Indexer Part 2 – In this assignment, you will enhance your indexer process by incorporating a stop words functionality, term editing, a porter stemmer, and you will calculate and store tf-idft,d weighting for each unique combination of term and document in the index.  You will have 1 week to complete this assignment.

Search Engine – In this assignment you will develop a basic search engine that will enable the user of the process to enter one or more search terms and the process will extract all documents from the index that contain all of the search terms, calculate the cosine similarity between each document and the query and 20 documents with the highest cosine similarity.  You will have 1 week to complete this assignment.

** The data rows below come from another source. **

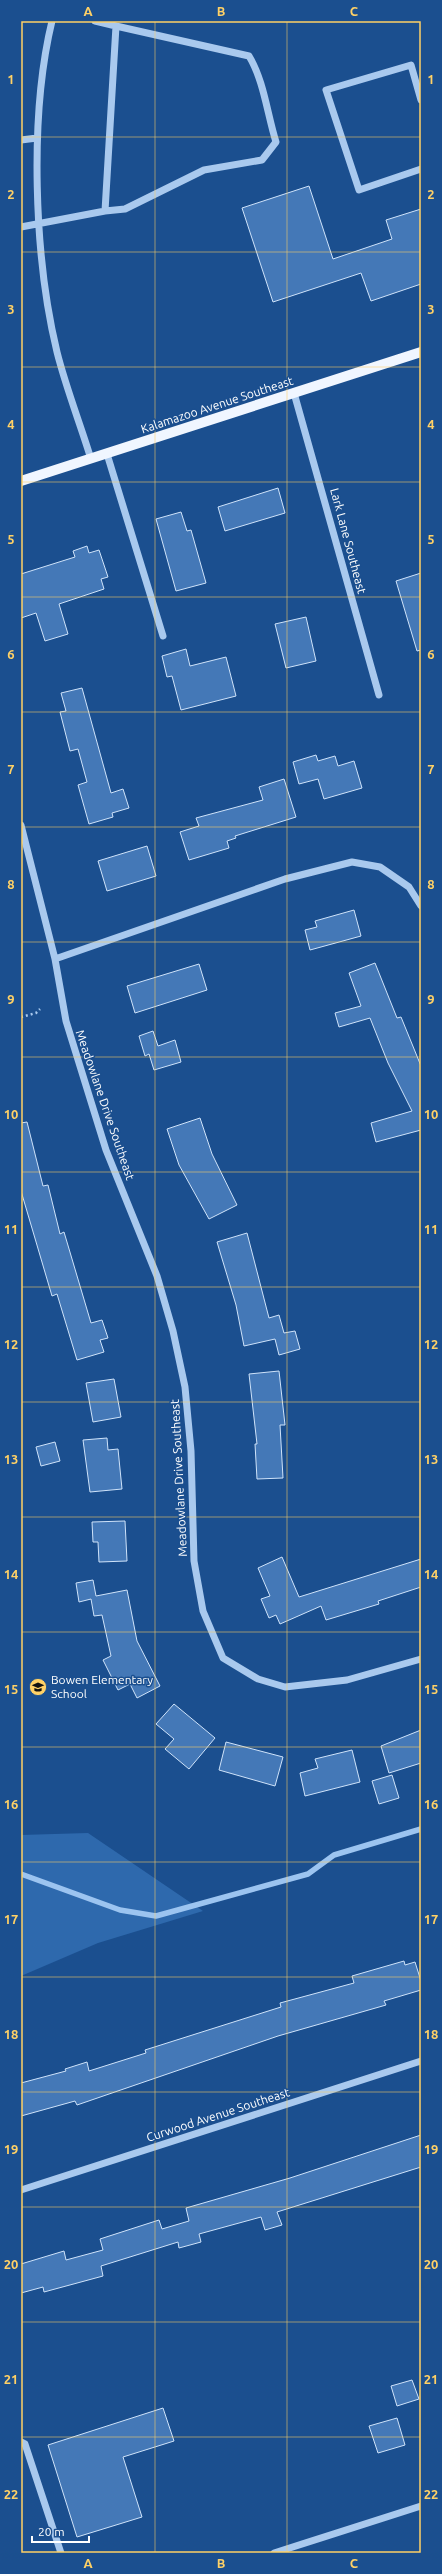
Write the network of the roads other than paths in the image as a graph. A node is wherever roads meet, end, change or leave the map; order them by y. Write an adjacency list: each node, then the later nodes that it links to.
1 (52, 21): 5 (street)
2 (95, 21): 3 (street)
3 (116, 26): 8 (street); 8 (street)
4 (421, 100): 7 (street)
5 (37, 138): 6 (street); 9 (street)
6 (21, 140)
7 (421, 169)
8 (105, 211): 9 (street)
9 (40, 225): 10 (street); 14 (street)
10 (21, 227)
11 (421, 352): 12 (main road, Kalamazoo Avenue Southeast)
12 (294, 393): 13 (main road, Kalamazoo Avenue Southeast); 17 (street, Lark Lane Southeast)
13 (107, 454): 14 (main road, Kalamazoo Avenue Southeast); 16 (street)
14 (91, 459): 15 (main road, Kalamazoo Avenue Southeast)
15 (21, 481)
16 (163, 636)
17 (379, 695)
18 (21, 825): 20 (street, Meadowlane Drive Southeast)
19 (421, 906): 20 (street)
20 (55, 960): 21 (street, Meadowlane Drive Southeast)
21 (421, 1658)
22 (421, 2061): 23 (street, Curwood Avenue Southeast)
23 (21, 2190)
24 (21, 2442): 26 (street)
25 (421, 2506): 27 (street)
26 (60, 2553)
27 (274, 2553)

Web Crawler – In this assignment, you will enhance a basic web crawler which you will point at a web URL and your web crawler process must tokenize each web page and populate the inverted index. 

You will be required to use the functionality of the indexer that you created in the first two assignments and integrate it into a basic web crawler.   Your search engine must be able to search the inverted index created by your web crawler.  You will have 1  week to complete this assignment.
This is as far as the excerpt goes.